Find the string "main" in the data, and copy out each line that has it.

> [Provided data]

>>

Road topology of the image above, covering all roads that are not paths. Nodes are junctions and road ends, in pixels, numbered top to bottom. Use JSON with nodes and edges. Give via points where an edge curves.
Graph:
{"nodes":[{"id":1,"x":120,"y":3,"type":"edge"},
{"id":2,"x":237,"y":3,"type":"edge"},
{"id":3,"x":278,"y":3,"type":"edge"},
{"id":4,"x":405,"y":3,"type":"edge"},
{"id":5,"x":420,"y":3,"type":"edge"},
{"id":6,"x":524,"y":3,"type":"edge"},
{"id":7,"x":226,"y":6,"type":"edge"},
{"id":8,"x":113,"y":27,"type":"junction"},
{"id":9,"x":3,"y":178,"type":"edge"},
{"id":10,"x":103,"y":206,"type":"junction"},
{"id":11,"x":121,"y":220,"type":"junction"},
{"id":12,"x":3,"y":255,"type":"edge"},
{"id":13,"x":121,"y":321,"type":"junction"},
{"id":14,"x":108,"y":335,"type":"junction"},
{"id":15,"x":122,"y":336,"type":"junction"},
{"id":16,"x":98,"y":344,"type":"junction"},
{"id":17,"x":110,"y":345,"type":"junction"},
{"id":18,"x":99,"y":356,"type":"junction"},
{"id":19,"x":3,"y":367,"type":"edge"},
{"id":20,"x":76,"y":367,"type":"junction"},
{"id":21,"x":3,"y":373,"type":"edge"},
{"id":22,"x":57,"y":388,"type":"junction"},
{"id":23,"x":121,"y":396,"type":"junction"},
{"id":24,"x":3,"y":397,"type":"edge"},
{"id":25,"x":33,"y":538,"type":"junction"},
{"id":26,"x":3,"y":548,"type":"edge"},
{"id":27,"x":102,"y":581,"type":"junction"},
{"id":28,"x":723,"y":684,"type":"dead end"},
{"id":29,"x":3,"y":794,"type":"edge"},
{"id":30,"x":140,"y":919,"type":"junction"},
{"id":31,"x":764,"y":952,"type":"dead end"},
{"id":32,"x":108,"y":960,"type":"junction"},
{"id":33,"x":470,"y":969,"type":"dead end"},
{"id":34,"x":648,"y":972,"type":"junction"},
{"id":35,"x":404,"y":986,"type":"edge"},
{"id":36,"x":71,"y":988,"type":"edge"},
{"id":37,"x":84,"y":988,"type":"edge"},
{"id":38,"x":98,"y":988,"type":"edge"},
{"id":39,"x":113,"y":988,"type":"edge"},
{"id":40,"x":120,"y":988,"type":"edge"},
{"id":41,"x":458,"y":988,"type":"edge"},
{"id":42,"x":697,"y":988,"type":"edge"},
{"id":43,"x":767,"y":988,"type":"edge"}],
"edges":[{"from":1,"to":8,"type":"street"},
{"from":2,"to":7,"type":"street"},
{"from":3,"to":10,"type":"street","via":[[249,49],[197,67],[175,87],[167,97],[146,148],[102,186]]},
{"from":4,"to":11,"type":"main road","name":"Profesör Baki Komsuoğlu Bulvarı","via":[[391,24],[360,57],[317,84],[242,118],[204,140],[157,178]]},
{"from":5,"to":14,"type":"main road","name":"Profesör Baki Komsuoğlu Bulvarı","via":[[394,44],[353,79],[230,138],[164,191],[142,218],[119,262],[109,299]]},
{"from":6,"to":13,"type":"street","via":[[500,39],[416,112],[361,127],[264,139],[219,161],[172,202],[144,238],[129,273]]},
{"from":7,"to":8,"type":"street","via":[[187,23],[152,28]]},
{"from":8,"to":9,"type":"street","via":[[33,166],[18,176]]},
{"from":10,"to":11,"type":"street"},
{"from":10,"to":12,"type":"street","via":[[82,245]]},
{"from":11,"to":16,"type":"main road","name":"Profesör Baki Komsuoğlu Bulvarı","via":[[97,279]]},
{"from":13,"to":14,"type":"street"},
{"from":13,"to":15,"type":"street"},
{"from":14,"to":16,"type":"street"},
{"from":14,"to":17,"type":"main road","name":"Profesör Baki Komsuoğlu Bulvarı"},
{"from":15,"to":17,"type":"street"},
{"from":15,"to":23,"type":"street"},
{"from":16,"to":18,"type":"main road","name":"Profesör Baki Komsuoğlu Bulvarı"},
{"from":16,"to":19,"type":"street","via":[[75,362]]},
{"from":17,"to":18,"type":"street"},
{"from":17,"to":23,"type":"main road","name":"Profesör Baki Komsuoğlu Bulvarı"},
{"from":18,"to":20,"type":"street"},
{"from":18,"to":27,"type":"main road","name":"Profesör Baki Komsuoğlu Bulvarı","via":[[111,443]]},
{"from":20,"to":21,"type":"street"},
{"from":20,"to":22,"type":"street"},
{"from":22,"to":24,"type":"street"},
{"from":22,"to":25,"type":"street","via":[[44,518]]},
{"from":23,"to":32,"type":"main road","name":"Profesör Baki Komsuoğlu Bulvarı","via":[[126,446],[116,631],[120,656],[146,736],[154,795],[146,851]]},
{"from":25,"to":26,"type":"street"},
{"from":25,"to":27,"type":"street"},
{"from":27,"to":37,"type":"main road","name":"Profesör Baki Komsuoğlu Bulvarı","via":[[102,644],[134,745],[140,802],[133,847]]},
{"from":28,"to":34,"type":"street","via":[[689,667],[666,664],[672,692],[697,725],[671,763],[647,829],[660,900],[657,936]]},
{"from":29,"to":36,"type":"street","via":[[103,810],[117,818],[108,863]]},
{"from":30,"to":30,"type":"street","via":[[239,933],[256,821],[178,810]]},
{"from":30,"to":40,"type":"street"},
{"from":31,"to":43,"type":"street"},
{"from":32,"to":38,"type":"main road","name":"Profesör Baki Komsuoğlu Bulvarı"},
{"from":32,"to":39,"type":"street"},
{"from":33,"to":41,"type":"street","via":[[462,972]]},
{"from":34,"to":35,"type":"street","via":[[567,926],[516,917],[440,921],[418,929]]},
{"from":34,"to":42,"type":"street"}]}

<<
>>

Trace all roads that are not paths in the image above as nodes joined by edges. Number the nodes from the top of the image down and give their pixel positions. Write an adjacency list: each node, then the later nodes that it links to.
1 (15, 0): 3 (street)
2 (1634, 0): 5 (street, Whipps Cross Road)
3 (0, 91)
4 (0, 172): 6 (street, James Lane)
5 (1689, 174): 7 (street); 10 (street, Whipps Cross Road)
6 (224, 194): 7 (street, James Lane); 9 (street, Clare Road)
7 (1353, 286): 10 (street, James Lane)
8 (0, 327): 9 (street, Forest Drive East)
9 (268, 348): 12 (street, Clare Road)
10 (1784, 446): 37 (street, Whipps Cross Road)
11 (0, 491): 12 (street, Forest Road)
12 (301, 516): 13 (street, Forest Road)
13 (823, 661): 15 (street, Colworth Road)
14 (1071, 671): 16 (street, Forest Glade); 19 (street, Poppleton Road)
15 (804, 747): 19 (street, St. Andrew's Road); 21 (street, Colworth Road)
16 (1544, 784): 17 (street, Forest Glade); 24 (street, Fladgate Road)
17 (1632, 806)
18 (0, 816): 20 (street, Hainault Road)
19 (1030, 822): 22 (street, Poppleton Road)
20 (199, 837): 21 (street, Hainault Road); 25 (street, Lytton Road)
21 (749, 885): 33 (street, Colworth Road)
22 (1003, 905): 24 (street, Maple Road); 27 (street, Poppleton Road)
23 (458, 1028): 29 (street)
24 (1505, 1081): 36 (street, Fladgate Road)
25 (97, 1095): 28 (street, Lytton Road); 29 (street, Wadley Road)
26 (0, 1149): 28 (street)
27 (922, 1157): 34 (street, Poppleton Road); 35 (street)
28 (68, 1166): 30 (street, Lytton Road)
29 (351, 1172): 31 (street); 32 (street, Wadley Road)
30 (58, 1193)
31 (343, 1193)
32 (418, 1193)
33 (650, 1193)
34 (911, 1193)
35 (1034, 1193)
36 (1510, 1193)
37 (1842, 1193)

<<

> [Response]
{"from":4,"to":11,"type":"main road","name":"Profesör Baki Komsuoğlu Bulvarı","via":[[391,24],[360,57],[317,84],[242,118],[204,140],[157,178]]},
{"from":5,"to":14,"type":"main road","name":"Profesör Baki Komsuoğlu Bulvarı","via":[[394,44],[353,79],[230,138],[164,191],[142,218],[119,262],[109,299]]},
{"from":11,"to":16,"type":"main road","name":"Profesör Baki Komsuoğlu Bulvarı","via":[[97,279]]},
{"from":14,"to":17,"type":"main road","name":"Profesör Baki Komsuoğlu Bulvarı"},
{"from":16,"to":18,"type":"main road","name":"Profesör Baki Komsuoğlu Bulvarı"},
{"from":17,"to":23,"type":"main road","name":"Profesör Baki Komsuoğlu Bulvarı"},
{"from":18,"to":27,"type":"main road","name":"Profesör Baki Komsuoğlu Bulvarı","via":[[111,443]]},
{"from":23,"to":32,"type":"main road","name":"Profesör Baki Komsuoğlu Bulvarı","via":[[126,446],[116,631],[120,656],[146,736],[154,795],[146,851]]},
{"from":27,"to":37,"type":"main road","name":"Profesör Baki Komsuoğlu Bulvarı","via":[[102,644],[134,745],[140,802],[133,847]]},
{"from":32,"to":38,"type":"main road","name":"Profesör Baki Komsuoğlu Bulvarı"},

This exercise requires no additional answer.